Purpose: To evaluate the stress distribution, using 3-dimensional finite element analysis (FEA), on different implant components of a mandibular screw-retained fixed dental prosthesis (FDP) situation when using different combinations of engaging and nonengaging abutments. Material and Methods: A model of artificial bone was digitally designed. Dental implants were positioned in the lower right posterior area of teeth #'s 28 (premolar -pm) and 30 (molar -m). Restorative implant components were digitally designed and placed into the implant model. Four different implant abutment situations were simulated through FEA: (1) Both engaging abutments (mE-pmE), (2) both nonengaging (mNE-pmNE), (3) molar nonengaging and premolar engaging (mNE-pmE), and (4) molar engaging and premolar nonengaging (mE-pmNE). Thirty-five (35) Ncm preload to the abutment screws and 160 N static load at 45°angle to the occlusal plane were applied in each group.

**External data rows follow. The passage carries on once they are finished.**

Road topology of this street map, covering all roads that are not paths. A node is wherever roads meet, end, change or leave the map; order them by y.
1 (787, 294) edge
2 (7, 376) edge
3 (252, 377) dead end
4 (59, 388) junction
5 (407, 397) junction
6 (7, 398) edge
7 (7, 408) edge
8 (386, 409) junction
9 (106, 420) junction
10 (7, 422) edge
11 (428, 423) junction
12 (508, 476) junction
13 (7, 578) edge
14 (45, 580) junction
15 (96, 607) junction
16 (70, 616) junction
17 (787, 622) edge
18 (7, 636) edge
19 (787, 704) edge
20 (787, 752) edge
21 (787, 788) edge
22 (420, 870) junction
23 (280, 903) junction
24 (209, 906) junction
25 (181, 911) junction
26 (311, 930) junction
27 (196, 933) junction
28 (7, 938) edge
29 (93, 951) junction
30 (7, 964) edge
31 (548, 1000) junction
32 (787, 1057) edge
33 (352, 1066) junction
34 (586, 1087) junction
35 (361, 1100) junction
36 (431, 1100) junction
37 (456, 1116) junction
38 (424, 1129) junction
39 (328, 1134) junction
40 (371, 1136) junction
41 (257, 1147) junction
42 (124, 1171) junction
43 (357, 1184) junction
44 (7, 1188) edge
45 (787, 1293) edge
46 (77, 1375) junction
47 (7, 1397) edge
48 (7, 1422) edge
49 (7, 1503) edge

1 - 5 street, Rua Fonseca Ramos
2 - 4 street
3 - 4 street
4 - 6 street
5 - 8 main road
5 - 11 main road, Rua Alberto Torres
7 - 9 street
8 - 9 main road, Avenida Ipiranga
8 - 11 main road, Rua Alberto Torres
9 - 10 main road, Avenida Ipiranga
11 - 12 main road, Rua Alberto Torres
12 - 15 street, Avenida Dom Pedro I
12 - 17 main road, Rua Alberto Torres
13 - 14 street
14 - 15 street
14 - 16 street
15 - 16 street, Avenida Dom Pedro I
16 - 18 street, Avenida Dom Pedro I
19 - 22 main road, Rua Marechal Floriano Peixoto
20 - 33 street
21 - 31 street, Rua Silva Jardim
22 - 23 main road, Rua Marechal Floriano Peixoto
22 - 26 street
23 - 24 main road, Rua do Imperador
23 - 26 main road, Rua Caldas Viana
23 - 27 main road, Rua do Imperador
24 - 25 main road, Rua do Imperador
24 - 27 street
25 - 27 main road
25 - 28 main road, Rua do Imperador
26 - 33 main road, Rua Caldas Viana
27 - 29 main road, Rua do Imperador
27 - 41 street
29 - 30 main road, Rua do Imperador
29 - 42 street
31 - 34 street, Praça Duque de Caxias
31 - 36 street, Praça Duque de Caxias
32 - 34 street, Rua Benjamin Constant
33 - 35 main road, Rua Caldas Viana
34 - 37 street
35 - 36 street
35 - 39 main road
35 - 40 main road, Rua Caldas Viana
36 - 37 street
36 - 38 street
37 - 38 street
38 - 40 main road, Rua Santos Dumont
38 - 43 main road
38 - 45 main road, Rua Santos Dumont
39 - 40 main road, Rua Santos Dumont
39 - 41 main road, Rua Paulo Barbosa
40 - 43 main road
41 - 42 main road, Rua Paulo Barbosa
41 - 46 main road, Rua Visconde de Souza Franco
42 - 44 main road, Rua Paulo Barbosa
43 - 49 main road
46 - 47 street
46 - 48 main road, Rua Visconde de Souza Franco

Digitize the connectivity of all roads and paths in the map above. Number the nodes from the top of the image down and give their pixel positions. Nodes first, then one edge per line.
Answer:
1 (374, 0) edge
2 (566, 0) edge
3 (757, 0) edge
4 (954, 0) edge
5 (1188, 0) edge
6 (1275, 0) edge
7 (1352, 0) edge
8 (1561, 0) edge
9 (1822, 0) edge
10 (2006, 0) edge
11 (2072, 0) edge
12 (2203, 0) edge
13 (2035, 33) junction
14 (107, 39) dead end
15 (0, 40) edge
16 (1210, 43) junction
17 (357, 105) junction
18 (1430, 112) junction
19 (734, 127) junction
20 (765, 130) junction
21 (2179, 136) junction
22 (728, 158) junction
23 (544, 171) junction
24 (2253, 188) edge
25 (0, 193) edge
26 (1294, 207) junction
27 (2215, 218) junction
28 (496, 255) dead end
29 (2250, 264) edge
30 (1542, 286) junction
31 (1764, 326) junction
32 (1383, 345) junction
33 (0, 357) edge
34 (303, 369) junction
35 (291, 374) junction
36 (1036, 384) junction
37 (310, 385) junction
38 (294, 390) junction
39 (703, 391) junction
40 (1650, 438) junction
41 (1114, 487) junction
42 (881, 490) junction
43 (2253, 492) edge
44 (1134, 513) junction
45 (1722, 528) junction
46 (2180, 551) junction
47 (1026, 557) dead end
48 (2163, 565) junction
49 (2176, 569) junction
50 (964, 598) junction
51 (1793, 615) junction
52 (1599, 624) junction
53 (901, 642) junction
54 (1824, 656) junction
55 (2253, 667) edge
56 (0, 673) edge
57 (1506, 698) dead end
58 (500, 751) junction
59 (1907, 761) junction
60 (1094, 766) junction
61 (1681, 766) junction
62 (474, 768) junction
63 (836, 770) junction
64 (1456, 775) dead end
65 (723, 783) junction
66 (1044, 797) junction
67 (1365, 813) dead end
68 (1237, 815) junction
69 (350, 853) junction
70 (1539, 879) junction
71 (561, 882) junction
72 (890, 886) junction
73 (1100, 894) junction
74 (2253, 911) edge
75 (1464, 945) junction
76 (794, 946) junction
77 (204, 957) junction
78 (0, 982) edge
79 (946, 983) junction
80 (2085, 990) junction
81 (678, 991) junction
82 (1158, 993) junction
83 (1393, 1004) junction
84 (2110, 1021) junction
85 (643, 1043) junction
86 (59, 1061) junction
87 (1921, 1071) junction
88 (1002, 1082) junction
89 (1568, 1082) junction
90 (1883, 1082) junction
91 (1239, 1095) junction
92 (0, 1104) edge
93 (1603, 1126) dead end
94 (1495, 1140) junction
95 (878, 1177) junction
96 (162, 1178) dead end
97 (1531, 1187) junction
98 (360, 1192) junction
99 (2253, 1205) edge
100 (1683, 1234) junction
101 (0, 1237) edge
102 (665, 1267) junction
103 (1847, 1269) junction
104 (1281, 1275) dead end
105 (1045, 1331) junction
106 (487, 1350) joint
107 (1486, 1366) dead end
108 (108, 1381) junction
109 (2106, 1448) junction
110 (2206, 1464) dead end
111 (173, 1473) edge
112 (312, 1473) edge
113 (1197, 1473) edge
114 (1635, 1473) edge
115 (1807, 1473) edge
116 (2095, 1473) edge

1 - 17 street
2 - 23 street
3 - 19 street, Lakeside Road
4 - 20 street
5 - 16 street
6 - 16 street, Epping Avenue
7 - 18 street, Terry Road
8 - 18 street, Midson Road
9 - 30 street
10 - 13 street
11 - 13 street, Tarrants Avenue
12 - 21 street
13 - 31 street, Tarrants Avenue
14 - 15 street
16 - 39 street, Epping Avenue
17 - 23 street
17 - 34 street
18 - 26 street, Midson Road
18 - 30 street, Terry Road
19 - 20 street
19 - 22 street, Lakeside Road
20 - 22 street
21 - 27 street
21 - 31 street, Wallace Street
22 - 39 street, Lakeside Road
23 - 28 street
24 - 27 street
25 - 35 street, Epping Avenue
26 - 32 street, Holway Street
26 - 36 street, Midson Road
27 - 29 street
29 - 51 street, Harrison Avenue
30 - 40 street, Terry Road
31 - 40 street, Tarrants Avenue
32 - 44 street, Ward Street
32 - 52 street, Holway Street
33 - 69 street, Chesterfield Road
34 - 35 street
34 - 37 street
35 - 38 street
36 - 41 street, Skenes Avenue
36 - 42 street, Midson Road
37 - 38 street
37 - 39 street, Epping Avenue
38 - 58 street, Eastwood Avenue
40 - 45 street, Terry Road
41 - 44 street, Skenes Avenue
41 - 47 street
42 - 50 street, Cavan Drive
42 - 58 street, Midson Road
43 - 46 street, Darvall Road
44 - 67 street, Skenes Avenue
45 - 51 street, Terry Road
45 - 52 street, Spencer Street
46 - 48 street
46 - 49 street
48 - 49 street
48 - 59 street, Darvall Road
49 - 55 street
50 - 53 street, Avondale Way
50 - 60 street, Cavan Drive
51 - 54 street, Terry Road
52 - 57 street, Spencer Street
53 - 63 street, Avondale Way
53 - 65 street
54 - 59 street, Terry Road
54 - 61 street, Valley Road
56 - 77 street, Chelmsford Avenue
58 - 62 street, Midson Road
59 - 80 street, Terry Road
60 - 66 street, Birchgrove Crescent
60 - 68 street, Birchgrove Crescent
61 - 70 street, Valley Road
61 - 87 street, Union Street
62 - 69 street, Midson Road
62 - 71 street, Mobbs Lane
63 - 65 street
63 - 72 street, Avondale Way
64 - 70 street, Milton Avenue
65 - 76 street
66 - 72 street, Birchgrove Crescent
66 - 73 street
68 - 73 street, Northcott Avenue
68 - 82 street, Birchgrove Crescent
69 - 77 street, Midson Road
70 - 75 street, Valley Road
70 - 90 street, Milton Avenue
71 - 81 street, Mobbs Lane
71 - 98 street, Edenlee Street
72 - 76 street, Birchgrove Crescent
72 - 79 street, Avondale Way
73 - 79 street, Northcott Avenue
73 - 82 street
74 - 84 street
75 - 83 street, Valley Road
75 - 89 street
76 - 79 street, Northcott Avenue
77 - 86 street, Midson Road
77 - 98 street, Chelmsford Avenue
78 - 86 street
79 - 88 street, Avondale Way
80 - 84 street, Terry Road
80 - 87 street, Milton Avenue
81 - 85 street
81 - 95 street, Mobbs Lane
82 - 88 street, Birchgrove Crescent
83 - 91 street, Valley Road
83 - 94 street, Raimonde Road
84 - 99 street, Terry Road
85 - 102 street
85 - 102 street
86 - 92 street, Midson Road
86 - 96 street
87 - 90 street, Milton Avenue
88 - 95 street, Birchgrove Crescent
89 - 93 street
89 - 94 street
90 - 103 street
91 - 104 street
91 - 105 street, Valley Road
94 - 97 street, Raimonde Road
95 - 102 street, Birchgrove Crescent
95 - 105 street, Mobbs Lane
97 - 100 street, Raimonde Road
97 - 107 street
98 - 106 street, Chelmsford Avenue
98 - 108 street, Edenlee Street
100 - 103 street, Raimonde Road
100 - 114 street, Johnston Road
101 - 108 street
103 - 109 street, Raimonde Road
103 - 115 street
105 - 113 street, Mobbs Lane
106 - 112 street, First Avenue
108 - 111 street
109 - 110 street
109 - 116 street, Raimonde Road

Results: The equivalent Von Mises stress was measured on each component. Stress distribution changed among the different configurations and ranged from 516.0 to 1304.6 MPa in the implants, and from 554.6 to 994.5 MPa with the abutments. Higher stress was found for the mNE-pmNE designs (1078.6-1106.9 MPa). Engaging and nonengaging abutments had different stress distributions on the screw (698.8-902.5 MPa). Peak stress areas were located on the upper part of the screws for the nonengaging configuration, and on the lower areas for the engaging abutments. The sum of the stress on both implants decreased in the following order: mNE-pmNE > mE-pmNE > mNE-pmE > mE-pmE. Conclusion: Under conditions of this study, abutment design produced different stress patterns to the implant components. The lowest and most balanced stress distribution was found for the mE-pmE configuration followed by the mNE-pmE configuration.